It’s a familiar scene: you wake up one morning with a sore throat and later notice your nose beginning to run. You wonder if you’re getting a cold, but don’t think much of it. Days go by and the same nagging symptoms persist. You start taking cold medicine and, while it gives you periods of relief, weeks pass and you begin to wonder if you’ll ever feel better.
Here’s the problem: you might be treating the wrong ailment. Since colds and seasonal allergies can present many of the same symptoms, it’s not uncommon to mistake one for the other. Knowing the difference can help you properly treat the problem and get yourself on the path to wellness sooner.
So: cold or allergies. How do you know?
While not unheard of with allergies, coughs are far more likely to accompany colds. If coughing is one of your main symptoms, it’s a safe bet you’re suffering from a cold and not allergies.
A fever – along with general aches and pains – means your body is fighting a virus. Even though a fever is rarely a symptom of allergies, it’s also not commonly associated with colds and could be a sign you have the flu.
Yes, this is gross. But the color of your mucus can tell you a lot about what your body is fighting. If the mucus is thick and green or yellow in color, you have a cold. If it’s clear, you’re likely suffering from seasonal allergies.
Colds are more prominent in the colder months, while seasonal allergies tend to occur in the spring, summer and fall.
Common causes of winter allergies are dust and mold from the furnace, as well as pet dander, saliva and urine from pets.
Allergies can also vary depending on your location. If you experienced similar symptoms around the same time last year, you probably have allergies.

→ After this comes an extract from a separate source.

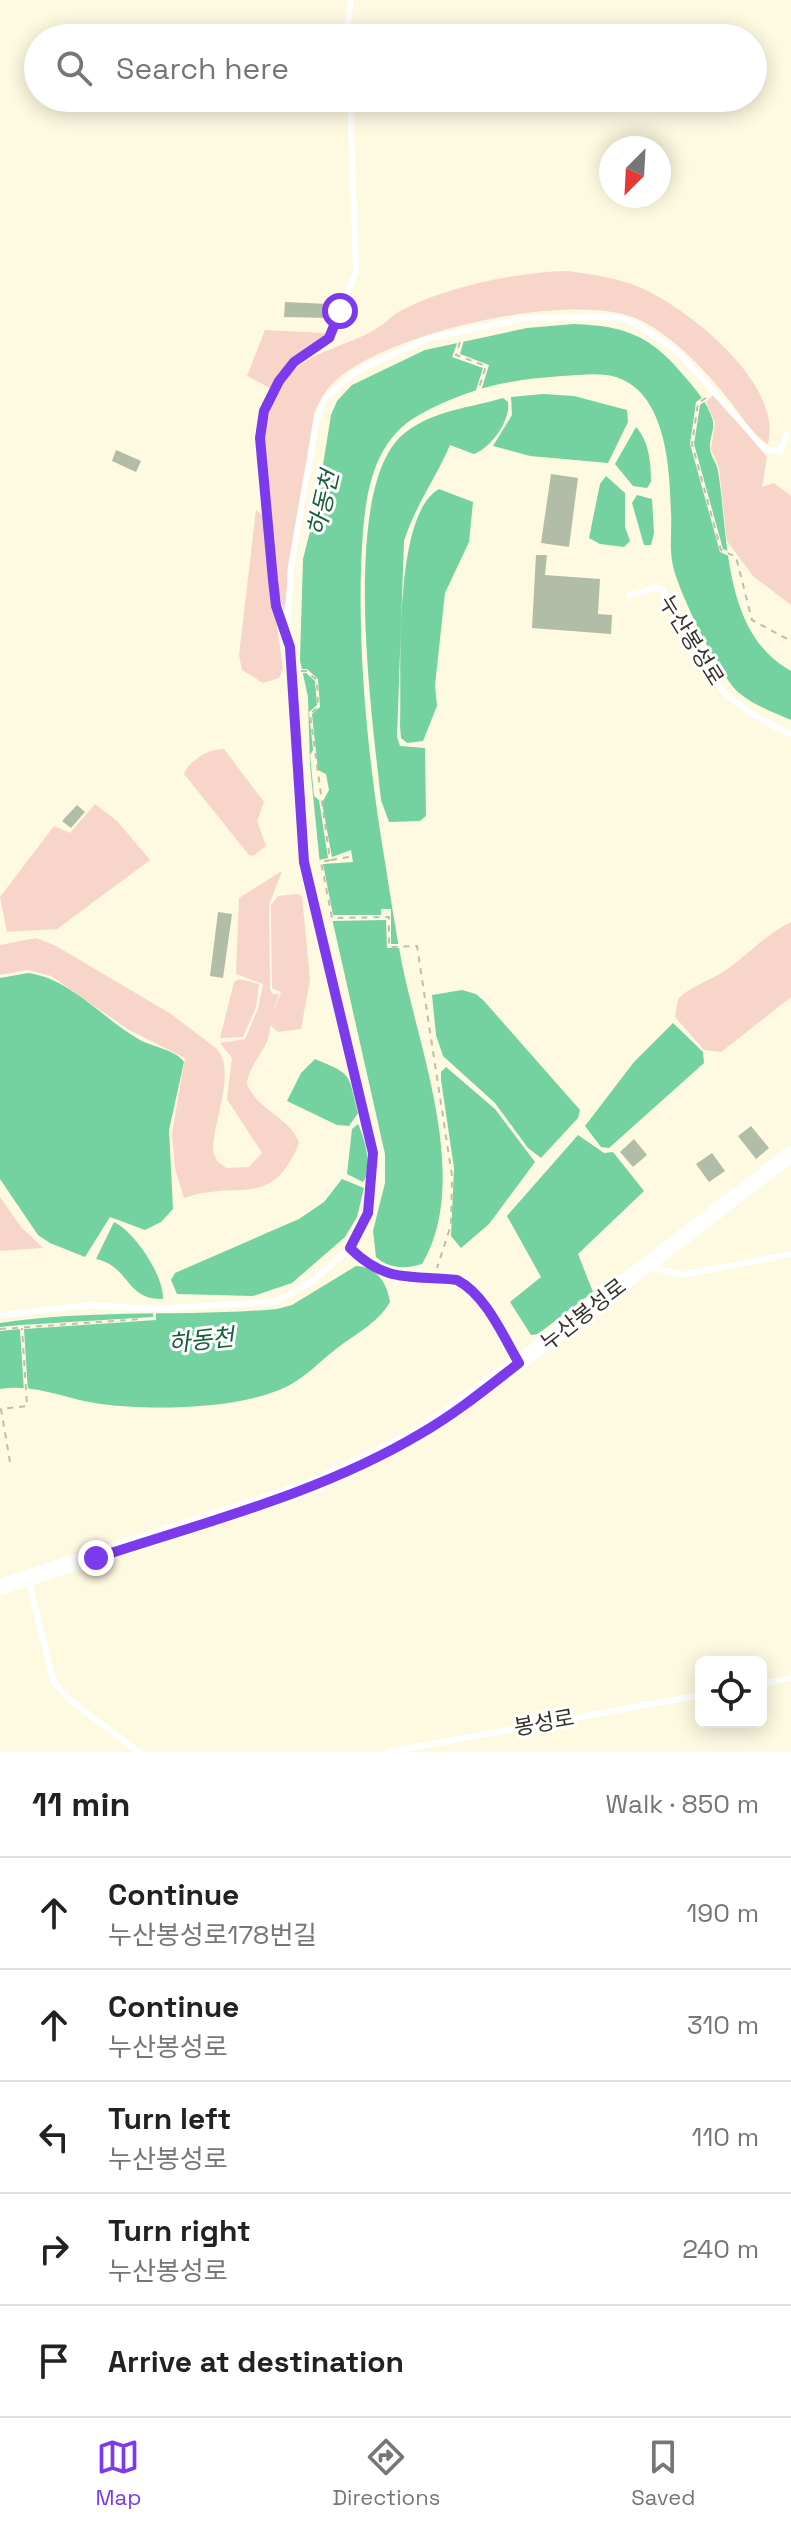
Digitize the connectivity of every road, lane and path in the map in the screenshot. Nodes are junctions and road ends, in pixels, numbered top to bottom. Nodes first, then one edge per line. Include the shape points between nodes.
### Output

Bad colds can last up to two weeks, but allergies will last much longer. If your symptoms persist over weeks or even months, your body is likely fighting an allergy to something you are consistently being exposed to.
This is a common symptom for allergy sufferers and a rare occurrence for the common cold.
Determining the difference between your symptoms can get you on the right track to feeling better, sooner. If you think allergies are the problem, talk to your doctor about the best treatment options for managing your reaction. If you’ve caught a cold, rest up and consider medicating your symptoms– you’ll probably feel better in just a few days. If your cold lingers and you develop more serious symptoms—chills, body aches, a fever or vomiting—you could actually have the flu.